== Records for processing

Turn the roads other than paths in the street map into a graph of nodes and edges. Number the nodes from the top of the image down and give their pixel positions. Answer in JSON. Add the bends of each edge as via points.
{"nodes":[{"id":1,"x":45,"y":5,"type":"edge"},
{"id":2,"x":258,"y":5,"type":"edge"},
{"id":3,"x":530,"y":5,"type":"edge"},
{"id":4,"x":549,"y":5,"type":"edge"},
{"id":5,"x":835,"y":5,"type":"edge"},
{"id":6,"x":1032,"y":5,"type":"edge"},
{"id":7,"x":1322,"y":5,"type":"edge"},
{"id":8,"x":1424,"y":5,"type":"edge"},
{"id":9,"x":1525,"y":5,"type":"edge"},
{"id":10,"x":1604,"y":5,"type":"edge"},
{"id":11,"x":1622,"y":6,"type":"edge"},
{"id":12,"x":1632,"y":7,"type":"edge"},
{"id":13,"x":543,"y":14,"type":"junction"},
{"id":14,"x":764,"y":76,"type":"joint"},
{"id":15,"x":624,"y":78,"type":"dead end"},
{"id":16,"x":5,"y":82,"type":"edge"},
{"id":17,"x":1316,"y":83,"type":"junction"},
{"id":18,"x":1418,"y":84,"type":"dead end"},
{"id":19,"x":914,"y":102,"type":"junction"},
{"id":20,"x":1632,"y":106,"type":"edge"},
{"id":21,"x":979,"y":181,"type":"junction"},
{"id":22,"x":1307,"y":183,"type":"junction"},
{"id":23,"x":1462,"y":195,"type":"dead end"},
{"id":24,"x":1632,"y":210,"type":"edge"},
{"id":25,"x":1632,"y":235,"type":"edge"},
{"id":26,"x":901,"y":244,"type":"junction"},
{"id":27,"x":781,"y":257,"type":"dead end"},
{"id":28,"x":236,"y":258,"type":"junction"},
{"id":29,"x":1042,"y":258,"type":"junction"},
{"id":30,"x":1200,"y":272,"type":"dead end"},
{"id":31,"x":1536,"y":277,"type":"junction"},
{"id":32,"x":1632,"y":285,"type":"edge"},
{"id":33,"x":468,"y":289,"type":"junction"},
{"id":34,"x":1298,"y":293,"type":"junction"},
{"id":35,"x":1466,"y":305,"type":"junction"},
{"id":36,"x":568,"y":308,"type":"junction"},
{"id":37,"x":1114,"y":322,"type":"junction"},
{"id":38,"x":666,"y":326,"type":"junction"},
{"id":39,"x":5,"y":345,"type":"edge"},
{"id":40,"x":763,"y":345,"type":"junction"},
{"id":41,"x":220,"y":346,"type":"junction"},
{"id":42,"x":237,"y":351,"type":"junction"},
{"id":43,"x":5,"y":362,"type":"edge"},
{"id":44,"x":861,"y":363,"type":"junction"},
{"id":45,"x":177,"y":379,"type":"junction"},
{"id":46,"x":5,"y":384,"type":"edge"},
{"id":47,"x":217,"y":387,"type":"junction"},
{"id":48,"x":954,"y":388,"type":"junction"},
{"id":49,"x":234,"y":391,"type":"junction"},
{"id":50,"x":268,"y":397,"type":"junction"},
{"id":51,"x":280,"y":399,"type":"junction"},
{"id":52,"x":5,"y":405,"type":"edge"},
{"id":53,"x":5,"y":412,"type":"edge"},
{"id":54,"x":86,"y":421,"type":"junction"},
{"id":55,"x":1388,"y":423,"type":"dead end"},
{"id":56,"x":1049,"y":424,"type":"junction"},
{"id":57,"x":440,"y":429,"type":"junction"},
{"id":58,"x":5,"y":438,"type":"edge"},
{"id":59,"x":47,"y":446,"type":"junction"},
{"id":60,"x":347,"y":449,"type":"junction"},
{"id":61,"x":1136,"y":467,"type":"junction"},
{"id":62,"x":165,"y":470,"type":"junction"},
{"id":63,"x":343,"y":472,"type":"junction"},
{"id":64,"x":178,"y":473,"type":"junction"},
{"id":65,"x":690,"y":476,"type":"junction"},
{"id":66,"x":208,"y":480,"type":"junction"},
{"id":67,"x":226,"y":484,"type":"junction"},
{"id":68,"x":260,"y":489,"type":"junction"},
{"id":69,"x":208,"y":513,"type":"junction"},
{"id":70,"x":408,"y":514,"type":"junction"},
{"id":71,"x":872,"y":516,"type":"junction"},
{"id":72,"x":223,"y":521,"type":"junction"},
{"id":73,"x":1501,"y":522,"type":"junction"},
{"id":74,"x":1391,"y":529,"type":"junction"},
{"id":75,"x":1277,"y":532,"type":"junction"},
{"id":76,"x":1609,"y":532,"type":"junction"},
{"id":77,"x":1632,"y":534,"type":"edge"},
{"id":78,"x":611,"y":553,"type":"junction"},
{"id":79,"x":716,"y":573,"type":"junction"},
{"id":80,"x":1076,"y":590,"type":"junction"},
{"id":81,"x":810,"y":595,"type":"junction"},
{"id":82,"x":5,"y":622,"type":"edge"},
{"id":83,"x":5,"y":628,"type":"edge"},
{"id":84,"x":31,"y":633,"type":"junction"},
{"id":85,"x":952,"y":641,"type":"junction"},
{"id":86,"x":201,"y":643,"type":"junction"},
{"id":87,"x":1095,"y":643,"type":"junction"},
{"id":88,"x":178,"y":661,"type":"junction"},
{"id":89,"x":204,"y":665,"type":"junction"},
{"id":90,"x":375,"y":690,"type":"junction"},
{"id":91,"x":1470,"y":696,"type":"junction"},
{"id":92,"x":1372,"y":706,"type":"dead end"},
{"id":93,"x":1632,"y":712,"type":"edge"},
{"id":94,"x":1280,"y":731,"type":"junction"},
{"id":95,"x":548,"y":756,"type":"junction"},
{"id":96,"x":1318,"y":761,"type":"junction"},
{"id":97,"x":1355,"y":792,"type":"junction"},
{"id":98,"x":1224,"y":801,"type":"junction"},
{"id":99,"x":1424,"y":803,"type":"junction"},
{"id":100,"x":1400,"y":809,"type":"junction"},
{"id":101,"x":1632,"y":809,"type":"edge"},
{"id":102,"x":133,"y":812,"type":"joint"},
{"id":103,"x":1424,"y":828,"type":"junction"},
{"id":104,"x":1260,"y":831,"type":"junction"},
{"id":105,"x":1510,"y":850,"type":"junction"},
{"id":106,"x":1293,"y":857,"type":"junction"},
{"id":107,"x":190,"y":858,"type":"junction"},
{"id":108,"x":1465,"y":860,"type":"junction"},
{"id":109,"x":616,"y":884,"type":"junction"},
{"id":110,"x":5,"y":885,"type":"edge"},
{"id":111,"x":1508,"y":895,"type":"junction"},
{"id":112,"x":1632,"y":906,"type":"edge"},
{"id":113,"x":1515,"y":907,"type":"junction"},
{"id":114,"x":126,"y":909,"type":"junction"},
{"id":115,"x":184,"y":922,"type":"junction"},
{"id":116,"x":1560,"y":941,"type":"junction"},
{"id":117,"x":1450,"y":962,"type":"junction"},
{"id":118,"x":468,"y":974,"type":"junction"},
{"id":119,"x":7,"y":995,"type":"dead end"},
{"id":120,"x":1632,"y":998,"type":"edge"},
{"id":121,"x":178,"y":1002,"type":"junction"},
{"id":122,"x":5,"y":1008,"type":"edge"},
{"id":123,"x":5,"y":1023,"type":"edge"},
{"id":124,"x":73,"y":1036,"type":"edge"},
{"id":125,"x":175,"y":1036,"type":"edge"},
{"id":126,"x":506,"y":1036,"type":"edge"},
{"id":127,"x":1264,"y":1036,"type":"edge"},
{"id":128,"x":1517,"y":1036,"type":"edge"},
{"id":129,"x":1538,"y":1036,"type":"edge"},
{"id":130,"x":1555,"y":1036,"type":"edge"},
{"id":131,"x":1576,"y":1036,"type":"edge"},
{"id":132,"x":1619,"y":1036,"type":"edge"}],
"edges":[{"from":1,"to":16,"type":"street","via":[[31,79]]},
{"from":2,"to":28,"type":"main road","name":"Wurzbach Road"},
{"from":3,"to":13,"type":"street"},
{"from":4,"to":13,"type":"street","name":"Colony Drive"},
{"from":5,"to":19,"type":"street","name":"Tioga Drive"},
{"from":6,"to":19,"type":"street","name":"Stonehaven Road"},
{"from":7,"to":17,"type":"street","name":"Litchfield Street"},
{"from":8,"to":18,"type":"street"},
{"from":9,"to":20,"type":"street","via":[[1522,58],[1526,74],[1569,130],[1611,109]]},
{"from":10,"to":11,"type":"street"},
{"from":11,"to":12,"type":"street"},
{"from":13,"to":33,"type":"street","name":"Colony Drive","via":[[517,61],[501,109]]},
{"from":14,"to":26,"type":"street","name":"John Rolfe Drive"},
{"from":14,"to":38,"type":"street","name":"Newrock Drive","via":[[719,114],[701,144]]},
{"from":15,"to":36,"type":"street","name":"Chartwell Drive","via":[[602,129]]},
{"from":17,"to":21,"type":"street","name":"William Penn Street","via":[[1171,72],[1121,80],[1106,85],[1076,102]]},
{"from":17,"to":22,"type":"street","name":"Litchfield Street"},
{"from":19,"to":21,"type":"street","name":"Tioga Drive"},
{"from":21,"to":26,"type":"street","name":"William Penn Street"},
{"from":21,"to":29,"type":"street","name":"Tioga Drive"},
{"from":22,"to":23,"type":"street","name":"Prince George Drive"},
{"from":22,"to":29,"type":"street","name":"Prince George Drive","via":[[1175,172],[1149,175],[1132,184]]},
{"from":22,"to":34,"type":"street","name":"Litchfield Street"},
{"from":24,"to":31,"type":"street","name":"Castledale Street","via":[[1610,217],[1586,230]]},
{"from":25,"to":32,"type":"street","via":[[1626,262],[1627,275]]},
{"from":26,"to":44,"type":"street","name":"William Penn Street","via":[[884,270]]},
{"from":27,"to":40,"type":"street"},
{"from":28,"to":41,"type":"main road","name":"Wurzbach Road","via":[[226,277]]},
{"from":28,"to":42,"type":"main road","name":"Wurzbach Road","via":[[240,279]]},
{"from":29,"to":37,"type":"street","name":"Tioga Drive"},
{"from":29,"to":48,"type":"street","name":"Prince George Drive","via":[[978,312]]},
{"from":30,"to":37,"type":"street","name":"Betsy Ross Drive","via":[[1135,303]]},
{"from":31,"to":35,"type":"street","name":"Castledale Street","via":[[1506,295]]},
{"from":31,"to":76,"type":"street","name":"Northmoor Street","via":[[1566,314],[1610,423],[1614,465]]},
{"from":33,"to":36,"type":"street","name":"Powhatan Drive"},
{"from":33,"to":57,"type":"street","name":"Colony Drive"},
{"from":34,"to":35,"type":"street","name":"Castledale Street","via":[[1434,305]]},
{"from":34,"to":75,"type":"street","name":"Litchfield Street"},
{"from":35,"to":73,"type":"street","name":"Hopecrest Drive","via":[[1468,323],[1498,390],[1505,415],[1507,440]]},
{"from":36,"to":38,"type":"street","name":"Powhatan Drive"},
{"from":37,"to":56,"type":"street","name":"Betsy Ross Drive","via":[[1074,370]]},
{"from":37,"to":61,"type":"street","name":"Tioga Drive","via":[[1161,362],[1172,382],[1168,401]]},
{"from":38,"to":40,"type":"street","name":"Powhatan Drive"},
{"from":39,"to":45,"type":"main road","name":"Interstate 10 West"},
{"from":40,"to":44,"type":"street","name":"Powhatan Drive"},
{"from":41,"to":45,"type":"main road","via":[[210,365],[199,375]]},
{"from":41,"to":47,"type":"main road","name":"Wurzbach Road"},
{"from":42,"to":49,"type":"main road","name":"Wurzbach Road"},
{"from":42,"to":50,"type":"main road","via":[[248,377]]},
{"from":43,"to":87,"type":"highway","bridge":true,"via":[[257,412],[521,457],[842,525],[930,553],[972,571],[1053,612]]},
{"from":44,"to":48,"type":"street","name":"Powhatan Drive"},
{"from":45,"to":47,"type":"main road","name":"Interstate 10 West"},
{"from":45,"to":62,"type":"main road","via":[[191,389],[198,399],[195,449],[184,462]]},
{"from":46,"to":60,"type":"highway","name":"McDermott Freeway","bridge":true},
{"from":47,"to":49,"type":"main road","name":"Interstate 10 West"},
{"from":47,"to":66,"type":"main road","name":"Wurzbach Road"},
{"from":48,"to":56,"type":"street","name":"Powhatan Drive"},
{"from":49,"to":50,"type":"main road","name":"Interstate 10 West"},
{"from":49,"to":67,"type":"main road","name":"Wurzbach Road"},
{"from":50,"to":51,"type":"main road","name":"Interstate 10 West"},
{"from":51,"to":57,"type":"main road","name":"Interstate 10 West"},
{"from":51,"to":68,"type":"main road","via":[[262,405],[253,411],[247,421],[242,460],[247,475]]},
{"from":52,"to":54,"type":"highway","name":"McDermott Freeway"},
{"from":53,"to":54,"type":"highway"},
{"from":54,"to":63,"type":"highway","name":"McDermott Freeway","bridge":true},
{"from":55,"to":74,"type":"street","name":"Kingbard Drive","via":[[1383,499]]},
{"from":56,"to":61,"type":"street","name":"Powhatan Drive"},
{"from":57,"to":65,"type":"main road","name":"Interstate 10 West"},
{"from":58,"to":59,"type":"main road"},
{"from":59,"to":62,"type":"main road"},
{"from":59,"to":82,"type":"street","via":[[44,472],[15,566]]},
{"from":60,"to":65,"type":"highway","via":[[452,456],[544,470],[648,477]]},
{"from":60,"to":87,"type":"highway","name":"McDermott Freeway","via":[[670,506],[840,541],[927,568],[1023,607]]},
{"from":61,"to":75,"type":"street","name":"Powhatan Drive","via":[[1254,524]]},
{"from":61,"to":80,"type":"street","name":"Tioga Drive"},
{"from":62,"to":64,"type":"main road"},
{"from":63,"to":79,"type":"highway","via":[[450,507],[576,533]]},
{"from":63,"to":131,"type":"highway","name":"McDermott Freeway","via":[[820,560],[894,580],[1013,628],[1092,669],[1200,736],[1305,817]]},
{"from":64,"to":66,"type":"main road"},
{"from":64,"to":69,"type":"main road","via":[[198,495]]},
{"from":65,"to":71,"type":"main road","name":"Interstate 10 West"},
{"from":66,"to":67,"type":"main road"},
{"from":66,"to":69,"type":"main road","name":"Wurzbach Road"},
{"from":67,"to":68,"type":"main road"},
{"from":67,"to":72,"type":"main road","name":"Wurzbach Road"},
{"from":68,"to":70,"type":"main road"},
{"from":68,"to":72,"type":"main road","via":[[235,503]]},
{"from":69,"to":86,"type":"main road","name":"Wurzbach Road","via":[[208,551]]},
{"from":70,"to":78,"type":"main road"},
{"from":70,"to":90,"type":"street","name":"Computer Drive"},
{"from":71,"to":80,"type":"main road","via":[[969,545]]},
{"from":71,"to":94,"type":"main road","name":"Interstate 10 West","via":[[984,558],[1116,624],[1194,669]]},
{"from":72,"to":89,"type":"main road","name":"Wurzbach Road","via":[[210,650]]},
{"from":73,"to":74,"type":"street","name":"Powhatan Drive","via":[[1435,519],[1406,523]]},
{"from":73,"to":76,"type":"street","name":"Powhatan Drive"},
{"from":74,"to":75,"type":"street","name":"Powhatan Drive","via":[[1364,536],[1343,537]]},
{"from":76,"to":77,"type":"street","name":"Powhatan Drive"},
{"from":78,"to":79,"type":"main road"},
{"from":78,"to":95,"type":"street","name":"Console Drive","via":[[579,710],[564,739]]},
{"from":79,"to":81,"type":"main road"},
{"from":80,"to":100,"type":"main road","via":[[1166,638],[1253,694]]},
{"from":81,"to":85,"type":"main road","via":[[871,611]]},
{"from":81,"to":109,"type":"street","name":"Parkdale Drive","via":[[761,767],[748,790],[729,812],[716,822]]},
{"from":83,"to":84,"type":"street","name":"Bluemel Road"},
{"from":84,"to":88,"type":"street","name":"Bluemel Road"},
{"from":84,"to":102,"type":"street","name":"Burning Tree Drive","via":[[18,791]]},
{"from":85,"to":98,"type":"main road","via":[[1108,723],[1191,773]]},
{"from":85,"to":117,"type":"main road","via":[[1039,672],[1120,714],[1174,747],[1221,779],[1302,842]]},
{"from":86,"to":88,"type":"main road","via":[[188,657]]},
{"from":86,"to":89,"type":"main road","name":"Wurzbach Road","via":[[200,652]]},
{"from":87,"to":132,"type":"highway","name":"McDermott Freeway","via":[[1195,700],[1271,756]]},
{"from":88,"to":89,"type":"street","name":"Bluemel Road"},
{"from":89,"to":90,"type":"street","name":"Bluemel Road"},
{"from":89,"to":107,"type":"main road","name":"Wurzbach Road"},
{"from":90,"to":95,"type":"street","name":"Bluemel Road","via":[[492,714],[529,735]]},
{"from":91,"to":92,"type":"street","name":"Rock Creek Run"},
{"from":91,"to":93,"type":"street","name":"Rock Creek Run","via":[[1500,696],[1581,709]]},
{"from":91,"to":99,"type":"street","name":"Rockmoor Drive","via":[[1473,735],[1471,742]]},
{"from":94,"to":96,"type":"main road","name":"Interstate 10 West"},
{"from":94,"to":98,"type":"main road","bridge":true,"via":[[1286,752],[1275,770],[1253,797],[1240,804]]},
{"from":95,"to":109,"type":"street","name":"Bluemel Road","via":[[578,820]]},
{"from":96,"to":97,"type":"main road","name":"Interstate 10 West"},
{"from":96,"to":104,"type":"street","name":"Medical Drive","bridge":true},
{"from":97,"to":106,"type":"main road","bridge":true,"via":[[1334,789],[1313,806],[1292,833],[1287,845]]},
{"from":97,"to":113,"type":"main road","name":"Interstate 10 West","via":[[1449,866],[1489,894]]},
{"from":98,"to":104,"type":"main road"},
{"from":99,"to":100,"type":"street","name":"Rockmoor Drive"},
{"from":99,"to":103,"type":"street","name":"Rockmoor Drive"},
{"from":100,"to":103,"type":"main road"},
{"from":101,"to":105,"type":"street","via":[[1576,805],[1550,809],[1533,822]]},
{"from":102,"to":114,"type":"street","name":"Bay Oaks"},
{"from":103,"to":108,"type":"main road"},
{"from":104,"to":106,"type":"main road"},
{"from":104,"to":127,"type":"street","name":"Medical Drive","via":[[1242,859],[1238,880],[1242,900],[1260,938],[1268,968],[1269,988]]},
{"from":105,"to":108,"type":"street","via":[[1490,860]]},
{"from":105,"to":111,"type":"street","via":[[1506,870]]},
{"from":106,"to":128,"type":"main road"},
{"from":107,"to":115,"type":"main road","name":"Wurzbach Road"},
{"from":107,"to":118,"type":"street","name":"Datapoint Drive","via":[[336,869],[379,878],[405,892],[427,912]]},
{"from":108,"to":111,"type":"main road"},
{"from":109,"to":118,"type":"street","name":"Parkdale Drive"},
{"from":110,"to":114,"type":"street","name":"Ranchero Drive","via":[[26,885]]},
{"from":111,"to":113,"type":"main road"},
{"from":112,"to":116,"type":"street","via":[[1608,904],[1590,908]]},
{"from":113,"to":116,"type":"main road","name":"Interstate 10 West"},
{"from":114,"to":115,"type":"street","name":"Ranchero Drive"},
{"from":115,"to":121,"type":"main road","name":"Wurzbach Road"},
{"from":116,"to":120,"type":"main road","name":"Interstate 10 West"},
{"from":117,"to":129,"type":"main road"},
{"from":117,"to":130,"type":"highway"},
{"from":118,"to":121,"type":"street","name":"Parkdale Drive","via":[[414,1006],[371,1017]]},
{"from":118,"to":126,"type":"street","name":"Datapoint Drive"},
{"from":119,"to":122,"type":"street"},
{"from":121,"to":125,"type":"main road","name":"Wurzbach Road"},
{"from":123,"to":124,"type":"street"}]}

====

= What is required =
Every line in the data above that contains "joint" needs to be copied.

= Task response =
{"id":14,"x":764,"y":76,"type":"joint"},
{"id":102,"x":133,"y":812,"type":"joint"},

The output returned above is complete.